Data items =
-------------------------
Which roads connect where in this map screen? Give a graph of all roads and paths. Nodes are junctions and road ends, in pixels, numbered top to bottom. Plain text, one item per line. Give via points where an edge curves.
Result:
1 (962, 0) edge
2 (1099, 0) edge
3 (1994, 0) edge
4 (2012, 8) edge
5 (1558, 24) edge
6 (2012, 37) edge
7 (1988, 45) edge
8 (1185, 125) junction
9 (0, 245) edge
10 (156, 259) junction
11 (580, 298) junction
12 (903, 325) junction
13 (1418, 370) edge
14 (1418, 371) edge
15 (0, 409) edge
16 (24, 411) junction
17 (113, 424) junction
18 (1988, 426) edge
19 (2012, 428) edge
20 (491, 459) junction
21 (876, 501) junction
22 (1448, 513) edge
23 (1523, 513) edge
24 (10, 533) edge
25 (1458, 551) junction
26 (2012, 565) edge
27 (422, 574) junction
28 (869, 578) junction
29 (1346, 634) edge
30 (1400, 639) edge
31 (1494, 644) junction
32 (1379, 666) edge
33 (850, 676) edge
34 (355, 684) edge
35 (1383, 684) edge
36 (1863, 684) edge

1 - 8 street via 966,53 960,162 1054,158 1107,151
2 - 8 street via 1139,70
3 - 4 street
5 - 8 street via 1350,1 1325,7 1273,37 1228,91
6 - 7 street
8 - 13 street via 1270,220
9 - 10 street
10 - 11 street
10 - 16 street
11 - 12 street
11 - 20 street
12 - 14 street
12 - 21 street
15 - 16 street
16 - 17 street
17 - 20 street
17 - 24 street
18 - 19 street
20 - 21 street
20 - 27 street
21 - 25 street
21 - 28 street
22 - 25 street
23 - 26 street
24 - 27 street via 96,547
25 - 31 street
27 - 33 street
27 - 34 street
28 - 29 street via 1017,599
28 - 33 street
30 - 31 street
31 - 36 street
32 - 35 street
-------------------------
Task description =
Each entry above needs to be returned exactly as written.

Answer to this problem =
Which roads connect where in this map screen? Give a graph of all roads and paths. Nodes are junctions and road ends, in pixels, numbered top to bottom. Plain text, one item per line. Give via points where an edge curves.
Result:
1 (962, 0) edge
2 (1099, 0) edge
3 (1994, 0) edge
4 (2012, 8) edge
5 (1558, 24) edge
6 (2012, 37) edge
7 (1988, 45) edge
8 (1185, 125) junction
9 (0, 245) edge
10 (156, 259) junction
11 (580, 298) junction
12 (903, 325) junction
13 (1418, 370) edge
14 (1418, 371) edge
15 (0, 409) edge
16 (24, 411) junction
17 (113, 424) junction
18 (1988, 426) edge
19 (2012, 428) edge
20 (491, 459) junction
21 (876, 501) junction
22 (1448, 513) edge
23 (1523, 513) edge
24 (10, 533) edge
25 (1458, 551) junction
26 (2012, 565) edge
27 (422, 574) junction
28 (869, 578) junction
29 (1346, 634) edge
30 (1400, 639) edge
31 (1494, 644) junction
32 (1379, 666) edge
33 (850, 676) edge
34 (355, 684) edge
35 (1383, 684) edge
36 (1863, 684) edge

1 - 8 street via 966,53 960,162 1054,158 1107,151
2 - 8 street via 1139,70
3 - 4 street
5 - 8 street via 1350,1 1325,7 1273,37 1228,91
6 - 7 street
8 - 13 street via 1270,220
9 - 10 street
10 - 11 street
10 - 16 street
11 - 12 street
11 - 20 street
12 - 14 street
12 - 21 street
15 - 16 street
16 - 17 street
17 - 20 street
17 - 24 street
18 - 19 street
20 - 21 street
20 - 27 street
21 - 25 street
21 - 28 street
22 - 25 street
23 - 26 street
24 - 27 street via 96,547
25 - 31 street
27 - 33 street
27 - 34 street
28 - 29 street via 1017,599
28 - 33 street
30 - 31 street
31 - 36 street
32 - 35 street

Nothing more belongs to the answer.